The Chamber of Commerce of New York

Politics and War > Splendid Little War at Home

By 1898, the City’s hodgepodge military defenses had been somewhat improved. The smoothbore cannon on Sandy Hook had been replaced by “the latest type of large rifles and mortars and other appliances,” while new fortifications at Willets Point and Throg’s Neck guarded the entrance from Long Island Sound. Engineers confidently declared that “it would now be an impossibility for a squadron to damage the city by trying to bombard it.” These guns and mines, “would prove fatal to the strongest vessels.”

Well protected, at last, from a danger that could never again occur, the City elites realized almost immediately that they remained exposed to a real and present threat in their midst. In the spring of 1898, President McKinley called for 100,000 volunteers for the promising war with Spain. As many of these recruits as possible were to come from units of the National Guard. The City’s regiments – with one exception – convened in their respective armories.

 


As the uniformed troops departed the City – ushered out by cheering crowds – the merchants began to feel their vulnerability. In June, Governor Frank S. Black responded to the concerns of Chamber President Alexander Orr, “The city and state have not been left without protection,” he wrote, “there has been no time that the state has not had ample protection. I realized that the departure of the Guard from this state would leave us unprotected here, but the call from Washington was for the National Guard, and I complied with that call.”

But, with the waterways secure, the businessmen had no need to fear an attack by the Spanish navy. So, what was the concern? Gov. Black’s letter acknowledged the answer: “there has been no time,” he assured the Chamber, “that a riot or any other disturbance would have caught us unprepared.”

In part, his confidence was due to the one Guard unit that had not been deployed. The Seventh Regiment – known as the “rich men’s regiment” – was the City’s most elite fighting force. During the Draft Riots of 1863, it had deployed to restore order. In its new armory – built like a fortress on Park Avenue, amidst the metropolis’ richest neighborhood – this gentleman’s militia viewed its mission as the suppression of another working-class rebellion.

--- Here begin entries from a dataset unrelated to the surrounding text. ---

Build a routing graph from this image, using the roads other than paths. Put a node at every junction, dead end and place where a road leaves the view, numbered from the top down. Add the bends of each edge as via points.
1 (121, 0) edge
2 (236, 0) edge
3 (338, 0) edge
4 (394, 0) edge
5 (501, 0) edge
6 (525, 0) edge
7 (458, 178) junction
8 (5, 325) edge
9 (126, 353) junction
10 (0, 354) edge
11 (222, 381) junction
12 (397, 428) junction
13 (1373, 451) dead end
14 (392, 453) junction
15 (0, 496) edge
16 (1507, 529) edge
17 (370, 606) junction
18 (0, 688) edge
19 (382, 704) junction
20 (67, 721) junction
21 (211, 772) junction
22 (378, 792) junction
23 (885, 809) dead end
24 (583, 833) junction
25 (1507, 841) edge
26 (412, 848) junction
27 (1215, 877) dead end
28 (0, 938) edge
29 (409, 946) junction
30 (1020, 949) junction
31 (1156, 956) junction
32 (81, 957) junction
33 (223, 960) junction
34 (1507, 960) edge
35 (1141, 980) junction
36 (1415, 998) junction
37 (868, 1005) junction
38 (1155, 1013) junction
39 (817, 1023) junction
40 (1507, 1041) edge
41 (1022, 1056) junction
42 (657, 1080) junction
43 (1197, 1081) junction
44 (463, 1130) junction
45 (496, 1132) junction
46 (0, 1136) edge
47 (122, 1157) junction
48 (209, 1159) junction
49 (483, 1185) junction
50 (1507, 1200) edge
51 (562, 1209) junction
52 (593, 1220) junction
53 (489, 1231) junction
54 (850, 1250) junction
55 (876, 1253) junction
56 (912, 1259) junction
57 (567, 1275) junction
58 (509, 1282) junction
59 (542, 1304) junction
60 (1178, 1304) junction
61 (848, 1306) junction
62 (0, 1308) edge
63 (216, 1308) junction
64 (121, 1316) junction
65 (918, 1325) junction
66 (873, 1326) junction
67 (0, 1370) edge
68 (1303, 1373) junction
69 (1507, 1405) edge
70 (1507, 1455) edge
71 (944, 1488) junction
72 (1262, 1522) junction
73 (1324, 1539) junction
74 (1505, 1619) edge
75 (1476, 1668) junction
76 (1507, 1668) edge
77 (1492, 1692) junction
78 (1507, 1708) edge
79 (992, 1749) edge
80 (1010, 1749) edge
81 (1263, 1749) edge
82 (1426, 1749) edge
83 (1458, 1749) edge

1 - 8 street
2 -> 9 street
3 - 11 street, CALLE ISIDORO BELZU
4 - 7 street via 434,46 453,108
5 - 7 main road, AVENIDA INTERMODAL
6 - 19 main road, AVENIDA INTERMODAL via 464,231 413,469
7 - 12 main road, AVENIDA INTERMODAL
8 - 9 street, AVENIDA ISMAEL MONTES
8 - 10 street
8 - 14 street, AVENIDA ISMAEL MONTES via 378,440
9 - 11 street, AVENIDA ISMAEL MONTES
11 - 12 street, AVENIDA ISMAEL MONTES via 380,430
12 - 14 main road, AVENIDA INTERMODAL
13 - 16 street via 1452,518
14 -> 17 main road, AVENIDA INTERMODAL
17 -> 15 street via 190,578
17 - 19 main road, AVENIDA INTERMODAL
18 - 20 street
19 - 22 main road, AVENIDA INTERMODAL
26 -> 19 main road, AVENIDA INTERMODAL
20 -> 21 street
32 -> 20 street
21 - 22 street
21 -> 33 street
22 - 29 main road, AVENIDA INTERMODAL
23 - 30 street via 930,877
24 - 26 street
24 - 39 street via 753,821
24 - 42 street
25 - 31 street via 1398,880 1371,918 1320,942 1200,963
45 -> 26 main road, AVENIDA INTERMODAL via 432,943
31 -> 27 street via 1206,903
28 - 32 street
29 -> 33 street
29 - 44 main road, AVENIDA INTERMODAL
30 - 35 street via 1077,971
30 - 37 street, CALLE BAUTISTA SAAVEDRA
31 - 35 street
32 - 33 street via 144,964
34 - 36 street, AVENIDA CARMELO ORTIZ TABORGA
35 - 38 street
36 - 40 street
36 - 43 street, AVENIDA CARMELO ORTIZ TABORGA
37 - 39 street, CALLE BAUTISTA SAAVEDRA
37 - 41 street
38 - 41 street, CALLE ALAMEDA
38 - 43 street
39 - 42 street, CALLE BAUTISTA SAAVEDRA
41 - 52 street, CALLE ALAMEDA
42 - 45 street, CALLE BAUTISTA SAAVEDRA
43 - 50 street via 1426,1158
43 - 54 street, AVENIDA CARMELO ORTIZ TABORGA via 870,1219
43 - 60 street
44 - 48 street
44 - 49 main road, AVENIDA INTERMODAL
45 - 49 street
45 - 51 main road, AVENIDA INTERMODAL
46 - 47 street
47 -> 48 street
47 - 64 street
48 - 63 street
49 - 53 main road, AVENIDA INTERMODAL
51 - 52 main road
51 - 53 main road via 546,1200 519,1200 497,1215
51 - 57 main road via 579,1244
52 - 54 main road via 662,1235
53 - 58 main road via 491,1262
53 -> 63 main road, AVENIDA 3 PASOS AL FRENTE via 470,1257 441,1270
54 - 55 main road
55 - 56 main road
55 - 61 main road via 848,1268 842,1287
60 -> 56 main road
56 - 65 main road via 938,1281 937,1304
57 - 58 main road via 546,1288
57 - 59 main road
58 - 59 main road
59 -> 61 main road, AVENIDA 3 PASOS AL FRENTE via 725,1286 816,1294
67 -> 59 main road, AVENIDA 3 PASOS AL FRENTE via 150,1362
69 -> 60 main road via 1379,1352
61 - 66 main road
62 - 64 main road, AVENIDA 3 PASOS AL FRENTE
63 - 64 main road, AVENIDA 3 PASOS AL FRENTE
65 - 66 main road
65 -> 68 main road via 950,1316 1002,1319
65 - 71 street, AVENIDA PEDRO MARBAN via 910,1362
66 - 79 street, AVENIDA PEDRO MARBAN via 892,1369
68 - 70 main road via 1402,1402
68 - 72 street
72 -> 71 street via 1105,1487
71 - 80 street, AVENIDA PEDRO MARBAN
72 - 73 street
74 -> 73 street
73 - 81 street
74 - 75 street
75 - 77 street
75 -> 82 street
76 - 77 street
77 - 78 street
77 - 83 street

As the fighting began, however, the soldiers of the Seventh began to feel qualms about their continued passivity. While less-storied units died of dysentery in military camps, or reconnoitered in Cuba, they remained inactive at home. They faced “sneers, jests and reproaches” from their fellow citizens. “In the eyes of the public,” an ex-sergeant complained in December, “the Seventh Regiment shirked its duty and is placed on the defensive.”

 

The City faced no serious disorders during the fighting, but the Chamber remained concerned. Its involvement was reflected in a telegram from the White House in November acknowledging the merchants’ best wishes. “The President appreciates the cordiality of the message of congratulations of the New-York Chamber of Commerce tendered through yourself,” replied McKinley’s secretary, “upon the victories of the war and confidence in the solution of the problems arising from it which remain to be settled under his guidance.”